The reason for the high rate near the beginning is because the silence oscillates quietly around zero:

In [None]:
plt.figure(figsize=(14, 5))
plt.plot(x[:1000])
plt.ylim(-0.0001, 0.0001)

A simple hack around this is to add a small constant before computing the zero crossing rate:

In [None]:
zcrs = librosa.feature.zero_crossing_rate(x + 0.0001)
plt.figure(figsize=(14, 5))
plt.plot(zcrs[0])
plt.show()

EXTENSION: try this calculation of zero-crossing rate with an audio file of your choosing. Does the zero-crossing rate capture valuable information for other kinds of sounds? What about an excerpt from a complex song?

## Energy

The [energy](https://en.wikipedia.org/wiki/Energy_(signal_processing)) of a signal corresponds to the total magntiude of the signal. For audio signals, that roughly corresponds to how loud the signal is. The energy in a signal is defined as

$$ \sum_n \left| x(n) \right|^2 $$

The **root-mean-square (RMS) energy** in a signal is defined as

$$ \sqrt{ \frac{1}{N} \sum_n \left| x(n) \right|^2 } $$


Working with the `simple_loop.wav` from above, lets estimate the amount of energy in the signal at various points in time.

In [None]:
x, sr = librosa.load('audio/simple_loop.wav')

In [None]:
plt.figure(figsize=(14, 5))
librosa.display.waveplot(x, sr=sr)
plt.show()

First we will compute the short-time energy using list comprehension. 

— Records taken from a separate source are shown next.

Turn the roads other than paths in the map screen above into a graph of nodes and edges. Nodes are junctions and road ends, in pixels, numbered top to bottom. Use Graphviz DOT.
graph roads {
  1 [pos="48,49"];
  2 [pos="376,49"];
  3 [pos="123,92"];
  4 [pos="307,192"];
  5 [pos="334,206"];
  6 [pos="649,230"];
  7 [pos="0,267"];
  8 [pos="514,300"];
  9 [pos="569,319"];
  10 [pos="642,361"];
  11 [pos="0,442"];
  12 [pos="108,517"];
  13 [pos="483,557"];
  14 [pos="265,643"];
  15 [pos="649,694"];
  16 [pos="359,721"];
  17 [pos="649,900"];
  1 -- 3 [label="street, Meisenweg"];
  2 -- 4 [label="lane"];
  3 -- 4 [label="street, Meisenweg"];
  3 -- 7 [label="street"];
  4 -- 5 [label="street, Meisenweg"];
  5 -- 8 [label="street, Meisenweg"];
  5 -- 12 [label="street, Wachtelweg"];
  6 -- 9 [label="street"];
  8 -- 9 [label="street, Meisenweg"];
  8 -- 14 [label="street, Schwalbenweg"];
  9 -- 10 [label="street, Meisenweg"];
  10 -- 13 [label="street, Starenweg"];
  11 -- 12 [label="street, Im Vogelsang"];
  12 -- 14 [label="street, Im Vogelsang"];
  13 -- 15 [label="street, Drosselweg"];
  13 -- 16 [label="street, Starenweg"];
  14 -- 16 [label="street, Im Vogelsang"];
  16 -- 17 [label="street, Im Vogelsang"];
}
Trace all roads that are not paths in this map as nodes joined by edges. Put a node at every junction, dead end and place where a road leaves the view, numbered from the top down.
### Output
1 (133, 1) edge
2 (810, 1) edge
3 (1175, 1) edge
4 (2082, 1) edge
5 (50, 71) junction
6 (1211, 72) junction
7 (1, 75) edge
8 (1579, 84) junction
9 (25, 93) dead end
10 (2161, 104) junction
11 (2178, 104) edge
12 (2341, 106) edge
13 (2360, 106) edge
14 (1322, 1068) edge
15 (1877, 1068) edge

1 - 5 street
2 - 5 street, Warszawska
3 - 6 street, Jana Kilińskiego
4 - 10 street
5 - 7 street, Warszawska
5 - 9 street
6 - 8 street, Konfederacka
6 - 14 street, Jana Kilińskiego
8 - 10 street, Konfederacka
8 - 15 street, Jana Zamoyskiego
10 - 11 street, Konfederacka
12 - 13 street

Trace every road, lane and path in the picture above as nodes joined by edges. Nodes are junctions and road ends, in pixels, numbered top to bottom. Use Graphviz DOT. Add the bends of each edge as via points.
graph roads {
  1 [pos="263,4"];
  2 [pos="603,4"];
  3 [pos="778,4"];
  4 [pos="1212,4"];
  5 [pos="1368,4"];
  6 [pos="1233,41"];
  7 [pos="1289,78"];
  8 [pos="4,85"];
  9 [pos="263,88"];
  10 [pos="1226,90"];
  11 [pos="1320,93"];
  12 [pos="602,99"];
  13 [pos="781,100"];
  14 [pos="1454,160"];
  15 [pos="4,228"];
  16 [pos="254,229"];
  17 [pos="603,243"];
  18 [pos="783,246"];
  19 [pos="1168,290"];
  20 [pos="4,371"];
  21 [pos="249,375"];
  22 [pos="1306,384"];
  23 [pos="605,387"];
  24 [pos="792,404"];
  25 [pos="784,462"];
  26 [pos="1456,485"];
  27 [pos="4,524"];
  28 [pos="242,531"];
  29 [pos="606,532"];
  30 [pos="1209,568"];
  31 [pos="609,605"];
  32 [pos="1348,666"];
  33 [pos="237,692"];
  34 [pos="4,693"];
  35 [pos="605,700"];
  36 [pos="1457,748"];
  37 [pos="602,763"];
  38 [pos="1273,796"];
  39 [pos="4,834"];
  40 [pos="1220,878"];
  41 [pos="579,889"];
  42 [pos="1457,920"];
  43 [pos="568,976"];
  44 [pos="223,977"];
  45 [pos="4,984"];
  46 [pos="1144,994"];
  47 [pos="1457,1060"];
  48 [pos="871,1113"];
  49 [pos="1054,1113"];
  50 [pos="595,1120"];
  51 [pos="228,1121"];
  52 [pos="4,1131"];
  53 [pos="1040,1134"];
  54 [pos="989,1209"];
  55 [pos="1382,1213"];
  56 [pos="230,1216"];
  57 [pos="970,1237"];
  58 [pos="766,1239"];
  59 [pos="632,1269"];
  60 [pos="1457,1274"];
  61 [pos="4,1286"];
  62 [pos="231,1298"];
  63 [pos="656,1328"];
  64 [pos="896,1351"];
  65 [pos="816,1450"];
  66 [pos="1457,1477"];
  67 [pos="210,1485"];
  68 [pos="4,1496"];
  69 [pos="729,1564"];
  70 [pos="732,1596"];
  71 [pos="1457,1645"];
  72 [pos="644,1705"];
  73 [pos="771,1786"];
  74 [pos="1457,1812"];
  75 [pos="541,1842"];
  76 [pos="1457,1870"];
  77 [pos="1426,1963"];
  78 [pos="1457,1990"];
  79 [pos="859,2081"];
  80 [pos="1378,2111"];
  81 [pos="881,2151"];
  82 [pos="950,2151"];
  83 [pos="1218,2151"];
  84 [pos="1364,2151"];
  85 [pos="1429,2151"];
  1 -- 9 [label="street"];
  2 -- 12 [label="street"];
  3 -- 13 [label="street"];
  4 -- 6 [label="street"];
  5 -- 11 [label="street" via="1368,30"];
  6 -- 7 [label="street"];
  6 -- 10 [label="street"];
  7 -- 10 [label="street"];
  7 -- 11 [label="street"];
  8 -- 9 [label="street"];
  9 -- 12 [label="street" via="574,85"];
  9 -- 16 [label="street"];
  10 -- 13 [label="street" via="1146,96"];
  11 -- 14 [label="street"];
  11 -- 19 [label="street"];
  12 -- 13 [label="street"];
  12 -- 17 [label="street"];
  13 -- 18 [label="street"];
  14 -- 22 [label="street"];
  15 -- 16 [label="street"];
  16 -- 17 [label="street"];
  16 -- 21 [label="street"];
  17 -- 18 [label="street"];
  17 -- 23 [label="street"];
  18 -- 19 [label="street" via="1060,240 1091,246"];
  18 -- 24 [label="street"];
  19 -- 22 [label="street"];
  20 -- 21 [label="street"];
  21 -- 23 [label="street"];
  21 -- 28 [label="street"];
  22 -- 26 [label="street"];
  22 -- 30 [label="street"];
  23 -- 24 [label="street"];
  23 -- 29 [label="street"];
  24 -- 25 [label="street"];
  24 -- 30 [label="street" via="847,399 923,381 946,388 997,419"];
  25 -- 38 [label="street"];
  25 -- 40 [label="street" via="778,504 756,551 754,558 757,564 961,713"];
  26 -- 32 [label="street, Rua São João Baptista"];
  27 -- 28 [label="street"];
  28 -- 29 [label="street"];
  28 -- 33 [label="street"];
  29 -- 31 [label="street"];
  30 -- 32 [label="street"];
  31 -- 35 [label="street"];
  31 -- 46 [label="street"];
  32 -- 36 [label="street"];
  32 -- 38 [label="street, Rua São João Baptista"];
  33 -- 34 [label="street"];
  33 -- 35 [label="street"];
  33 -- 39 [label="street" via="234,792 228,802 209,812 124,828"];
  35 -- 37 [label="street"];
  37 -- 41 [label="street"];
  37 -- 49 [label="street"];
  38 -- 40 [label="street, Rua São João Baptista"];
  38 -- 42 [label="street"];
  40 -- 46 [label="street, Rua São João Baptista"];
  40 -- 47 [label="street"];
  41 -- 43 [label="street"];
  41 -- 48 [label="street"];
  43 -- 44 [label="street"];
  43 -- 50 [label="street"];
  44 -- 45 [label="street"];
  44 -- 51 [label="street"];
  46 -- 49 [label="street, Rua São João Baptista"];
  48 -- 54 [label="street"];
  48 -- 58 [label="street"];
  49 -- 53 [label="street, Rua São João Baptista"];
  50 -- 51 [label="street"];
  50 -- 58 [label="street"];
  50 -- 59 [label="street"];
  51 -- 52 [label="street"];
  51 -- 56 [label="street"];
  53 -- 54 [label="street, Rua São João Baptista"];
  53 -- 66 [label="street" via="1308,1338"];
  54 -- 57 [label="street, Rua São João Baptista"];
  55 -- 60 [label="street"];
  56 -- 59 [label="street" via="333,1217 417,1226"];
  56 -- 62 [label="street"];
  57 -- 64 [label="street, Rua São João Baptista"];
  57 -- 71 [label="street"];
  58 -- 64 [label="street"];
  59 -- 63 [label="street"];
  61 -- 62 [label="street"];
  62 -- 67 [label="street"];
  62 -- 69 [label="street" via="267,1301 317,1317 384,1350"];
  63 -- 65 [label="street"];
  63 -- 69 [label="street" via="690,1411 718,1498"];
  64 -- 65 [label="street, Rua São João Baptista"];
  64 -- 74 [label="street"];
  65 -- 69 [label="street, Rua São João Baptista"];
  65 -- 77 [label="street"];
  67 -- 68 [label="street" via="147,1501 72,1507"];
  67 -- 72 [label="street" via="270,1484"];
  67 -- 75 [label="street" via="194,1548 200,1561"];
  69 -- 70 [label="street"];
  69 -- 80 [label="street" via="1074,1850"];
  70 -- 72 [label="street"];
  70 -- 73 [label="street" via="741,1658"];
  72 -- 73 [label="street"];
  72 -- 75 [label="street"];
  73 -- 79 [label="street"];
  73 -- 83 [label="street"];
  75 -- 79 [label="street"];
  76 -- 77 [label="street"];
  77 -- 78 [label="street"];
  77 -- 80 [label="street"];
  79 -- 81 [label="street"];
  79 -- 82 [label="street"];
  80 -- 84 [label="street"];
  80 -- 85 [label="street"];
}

"Hop length" below tells us how far over to "hop" for each successive frame of analysis (step size). "Frame length" tells us how wide the window is over which we wish to calculate the energy.

In [None]:
hop_length = 256
frame_length = 512

In [None]:
energy = np.array([
    sum(abs(x[i:i+frame_length])**2)
    for i in range(0, len(x), hop_length)
])

energy.shape

Secondly, we compute the root-mean-square (RMS) energy using [`librosa.feature.rms`](https://librosa.github.io/librosa/generated/librosa.feature.rms.html):

In [None]:
rmse = librosa.feature.rms(x, frame_length=frame_length, hop_length=hop_length, center=True)

In [None]:
rmse.shape

In [None]:
rmse = rmse[0]

Plot both the energy and RMSE along with the waveform:

In [None]:
frames = range(len(energy))
t = librosa.frames_to_time(frames, sr=sr, hop_length=hop_length)

In [None]:
plt.figure(figsize=(14, 5))
librosa.display.waveplot(x, sr=sr, alpha=0.4)
plt.plot(t, energy/energy.max(), 'r--') # normalized for visualization
plt.plot(t[:len(rmse)], rmse/rmse.max(), color='g') # normalized for visualization
plt.legend(('Energy', 'RMSE'))
plt.show()

NOTE: The Energy plot and RMSE are slightly out of sync, temporally. This is due to the use of `center=True` in `librosa.feature.rms`, which centers the RMSE values calculated over the feature window in the output.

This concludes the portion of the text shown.